Besides the closings of several big retail stores in Merced, among them Circuit City, Linens 'n Things and Mervyn's, countless smaller local businesses have shut their doors in recent months. And many more employers -- from title companies and construction businesses to manufacturers and marketing firms -- have downsized to stay open.

"It's so hard to tell someone they don't have a job anymore, but there's times when that's the only option," said Paul Singer, a vice president at Malibu Boats, which has shed roughly 45 employees in Merced this year, or about a sixth of its local work force. "We're like a family, so it's real tough. All you can do is hope you can hire them back when things turn around."

Other employers, including Quebecor, have dropped workers in Merced for cheaper labor outside the U.S.

Guillen said every day has been a struggle since the company laid him off in July. He lives in Merced with his son, daughter-in-law and seven grandchildren. His son also has been searching for a job for months, also with no success.

The entire family lives on Guillen's unemployment aid. Their house is in foreclosure, they've cut back to sharing one car and their food budget is a fraction of what it used to be.

"At this point we're in survival mode," Guillen said.

No government agencies comprehensively track layoffs in California, but the state's Employment Development Department keeps some relevant data.
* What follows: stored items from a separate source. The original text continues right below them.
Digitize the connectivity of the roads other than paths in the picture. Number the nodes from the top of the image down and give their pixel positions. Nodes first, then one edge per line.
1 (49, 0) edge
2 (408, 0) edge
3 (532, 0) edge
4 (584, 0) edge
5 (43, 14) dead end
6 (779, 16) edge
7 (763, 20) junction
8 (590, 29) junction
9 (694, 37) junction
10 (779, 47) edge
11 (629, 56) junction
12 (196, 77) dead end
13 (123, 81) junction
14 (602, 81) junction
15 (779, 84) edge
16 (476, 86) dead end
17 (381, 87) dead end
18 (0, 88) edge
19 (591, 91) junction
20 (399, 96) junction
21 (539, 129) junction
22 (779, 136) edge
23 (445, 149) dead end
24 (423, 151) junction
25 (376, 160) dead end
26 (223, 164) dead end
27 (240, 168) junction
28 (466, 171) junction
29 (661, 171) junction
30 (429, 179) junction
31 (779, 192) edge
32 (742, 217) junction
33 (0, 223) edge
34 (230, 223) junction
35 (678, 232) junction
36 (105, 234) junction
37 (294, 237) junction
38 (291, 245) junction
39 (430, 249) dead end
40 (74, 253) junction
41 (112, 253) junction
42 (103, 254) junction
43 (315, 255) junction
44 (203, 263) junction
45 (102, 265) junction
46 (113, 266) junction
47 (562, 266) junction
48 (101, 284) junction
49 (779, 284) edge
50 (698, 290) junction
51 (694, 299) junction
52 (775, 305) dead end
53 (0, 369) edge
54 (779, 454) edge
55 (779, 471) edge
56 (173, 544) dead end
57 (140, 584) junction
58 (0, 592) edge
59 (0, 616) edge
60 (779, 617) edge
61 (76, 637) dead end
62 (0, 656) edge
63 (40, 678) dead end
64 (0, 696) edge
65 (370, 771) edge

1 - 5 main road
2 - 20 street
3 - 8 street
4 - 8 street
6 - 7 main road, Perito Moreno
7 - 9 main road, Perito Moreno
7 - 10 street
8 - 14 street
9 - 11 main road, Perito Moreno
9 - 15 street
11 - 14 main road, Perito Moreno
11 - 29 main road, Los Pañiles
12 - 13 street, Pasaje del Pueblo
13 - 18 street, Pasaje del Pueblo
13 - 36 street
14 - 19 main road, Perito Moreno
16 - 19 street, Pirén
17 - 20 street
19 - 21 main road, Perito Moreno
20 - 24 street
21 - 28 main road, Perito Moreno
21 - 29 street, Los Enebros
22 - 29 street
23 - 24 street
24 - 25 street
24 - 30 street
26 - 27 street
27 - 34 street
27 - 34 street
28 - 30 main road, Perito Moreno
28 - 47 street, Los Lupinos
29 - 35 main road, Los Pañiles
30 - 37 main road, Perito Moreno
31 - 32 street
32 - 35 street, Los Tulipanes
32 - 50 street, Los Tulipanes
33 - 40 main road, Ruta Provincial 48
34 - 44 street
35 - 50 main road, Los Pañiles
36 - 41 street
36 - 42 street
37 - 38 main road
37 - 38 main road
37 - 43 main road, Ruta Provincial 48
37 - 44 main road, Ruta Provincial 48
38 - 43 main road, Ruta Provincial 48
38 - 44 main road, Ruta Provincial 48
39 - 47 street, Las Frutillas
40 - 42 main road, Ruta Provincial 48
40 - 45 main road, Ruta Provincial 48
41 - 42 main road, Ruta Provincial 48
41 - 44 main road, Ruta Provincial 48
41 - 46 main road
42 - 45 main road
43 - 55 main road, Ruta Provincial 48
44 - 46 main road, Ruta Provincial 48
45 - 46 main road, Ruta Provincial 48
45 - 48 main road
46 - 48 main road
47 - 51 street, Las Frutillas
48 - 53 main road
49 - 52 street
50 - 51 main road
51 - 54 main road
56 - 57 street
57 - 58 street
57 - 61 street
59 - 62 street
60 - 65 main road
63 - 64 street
It tracks what it calls mass layoffs, or any layoff that involves 50 or more people dropped by one employer for at least 30 days, not including agriculture and government jobs.

In the first nine months of 2008, the latest period for which the EDD could provide data, it recorded three mass layoffs that affected a total of 357 workers in Merced County.

Several more mass layoffs have been announced since that period, among them the Mervyn's, Circuit City and Linens 'n Things closings.

"When we get everything totaled for '08, the (layoff) numbers will certainly be bigger than last year," said Patti Roberts, a spokeswoman for the EDD. In all of 2007, Merced County saw five mass layoffs affecting 503 workers.

Perhaps more telling is the number of people in Merced County filing unemployment insurance claims for the first time: 4,600 in November alone, up from 3,600 in November 2007.

The county's unemployment rate was 13.3 percent in November, compared with the year-ago rate of 10.1 percent.

Presnell, of the county's Workforce Investment Department, said demand for all of her agency's services has skyrocketed.

Besides job skills training, listings of openings, career planning and resume help, WID provides on-site "rapid response workshops" at companies that have announced layoffs. They include information about adjusting to getting a pink slip, applying for unemployment and resources for job seekers.

Between July and October, the department gave more rapid response workshops than it did in all of 2007, Presnell said.